Stored items from a collection:
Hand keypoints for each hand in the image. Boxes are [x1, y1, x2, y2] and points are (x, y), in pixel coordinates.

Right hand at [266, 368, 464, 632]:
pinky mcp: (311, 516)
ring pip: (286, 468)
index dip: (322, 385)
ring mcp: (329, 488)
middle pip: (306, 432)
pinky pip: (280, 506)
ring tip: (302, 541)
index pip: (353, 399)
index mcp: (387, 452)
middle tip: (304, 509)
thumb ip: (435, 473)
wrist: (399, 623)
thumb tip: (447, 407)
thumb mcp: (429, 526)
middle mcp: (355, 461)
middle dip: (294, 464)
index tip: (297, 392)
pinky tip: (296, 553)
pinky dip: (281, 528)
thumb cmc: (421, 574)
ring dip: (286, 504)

* * *

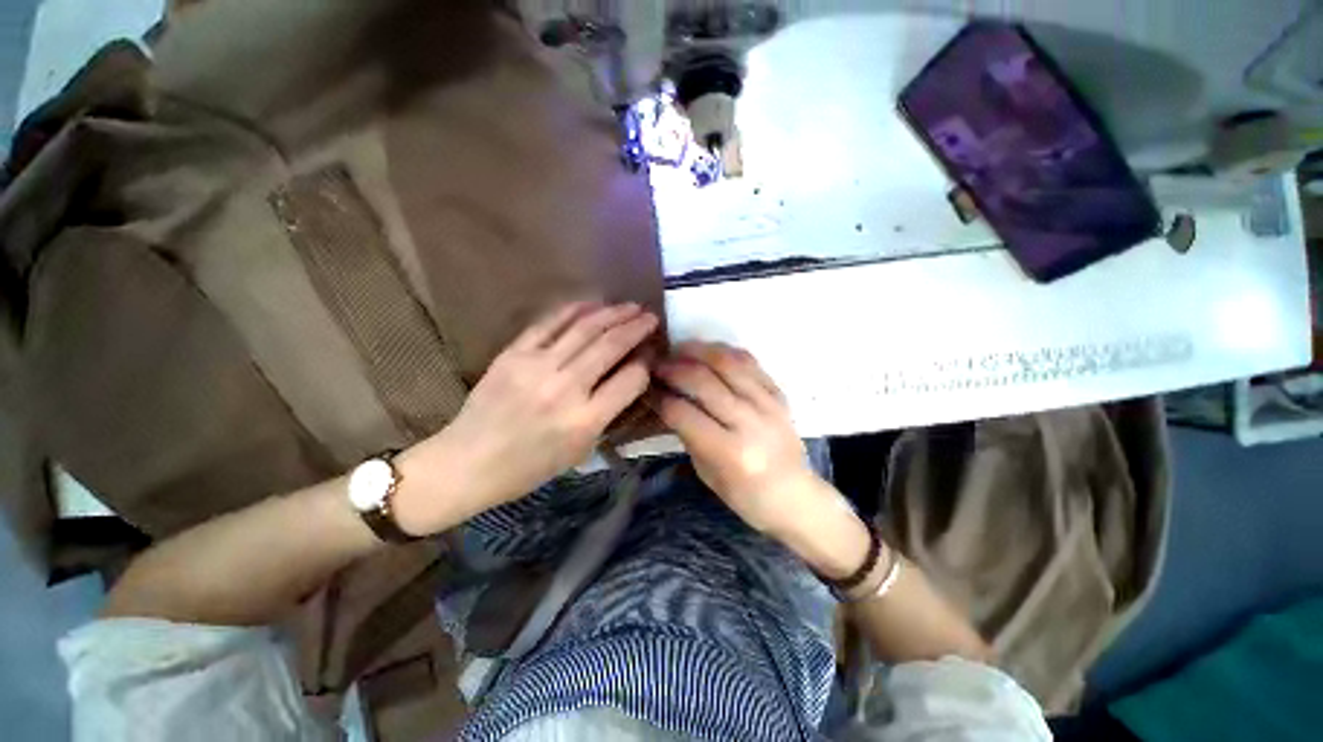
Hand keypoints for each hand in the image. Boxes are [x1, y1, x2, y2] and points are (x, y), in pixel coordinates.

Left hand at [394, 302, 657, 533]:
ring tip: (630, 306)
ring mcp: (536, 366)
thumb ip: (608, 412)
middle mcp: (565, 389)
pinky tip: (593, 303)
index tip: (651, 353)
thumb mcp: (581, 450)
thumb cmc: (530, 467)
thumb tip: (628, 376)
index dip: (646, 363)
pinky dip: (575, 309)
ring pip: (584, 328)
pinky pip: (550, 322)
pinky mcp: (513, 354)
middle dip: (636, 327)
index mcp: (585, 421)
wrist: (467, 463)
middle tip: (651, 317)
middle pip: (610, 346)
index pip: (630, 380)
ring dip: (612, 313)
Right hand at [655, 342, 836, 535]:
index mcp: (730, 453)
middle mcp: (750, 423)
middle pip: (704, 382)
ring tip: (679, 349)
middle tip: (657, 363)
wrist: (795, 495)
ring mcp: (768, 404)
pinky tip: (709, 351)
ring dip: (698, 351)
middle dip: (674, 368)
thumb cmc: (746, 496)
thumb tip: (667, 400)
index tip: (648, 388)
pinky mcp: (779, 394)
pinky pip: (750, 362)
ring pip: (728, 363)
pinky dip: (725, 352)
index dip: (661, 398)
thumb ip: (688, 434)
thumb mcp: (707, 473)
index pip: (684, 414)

--

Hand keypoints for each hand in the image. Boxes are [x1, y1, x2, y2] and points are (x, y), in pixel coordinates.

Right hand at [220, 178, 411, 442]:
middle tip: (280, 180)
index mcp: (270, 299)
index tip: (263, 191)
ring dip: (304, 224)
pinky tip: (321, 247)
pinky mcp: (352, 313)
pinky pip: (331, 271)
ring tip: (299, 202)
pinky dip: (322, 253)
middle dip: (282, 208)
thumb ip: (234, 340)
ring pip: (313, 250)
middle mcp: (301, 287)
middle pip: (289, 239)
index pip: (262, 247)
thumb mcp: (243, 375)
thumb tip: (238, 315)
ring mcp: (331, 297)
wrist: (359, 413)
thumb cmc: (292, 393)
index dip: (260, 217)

TASK ITEM:
Looking at the data above, return every line from the one with "index tip: (651, 353)" down to the one with "index pip: (684, 414)", exactly and inclusively.

WRITTEN SOLUTION:
index tip: (651, 353)
thumb mcp: (581, 450)
thumb cmc: (530, 467)
thumb tip: (628, 376)
index dip: (646, 363)
pinky dip: (575, 309)
ring pip: (584, 328)
pinky pip: (550, 322)
pinky mcp: (513, 354)
middle dip: (636, 327)
index mcp: (585, 421)
wrist: (467, 463)
middle tip: (651, 317)
middle pip: (610, 346)
index pip: (630, 380)
ring dip: (612, 313)
Right hand at [655, 342, 836, 535]:
index mcp: (730, 453)
middle mcp: (750, 423)
middle pip: (704, 382)
ring tip: (679, 349)
middle tip: (657, 363)
wrist: (795, 495)
ring mcp: (768, 404)
pinky tip: (709, 351)
ring dip: (698, 351)
middle dip: (674, 368)
thumb cmc: (746, 496)
thumb tip: (667, 400)
index tip: (648, 388)
pinky mcp: (779, 394)
pinky pip: (750, 362)
ring pip: (728, 363)
pinky dip: (725, 352)
index dip: (661, 398)
thumb ip: (688, 434)
thumb mcp: (707, 473)
index pip: (684, 414)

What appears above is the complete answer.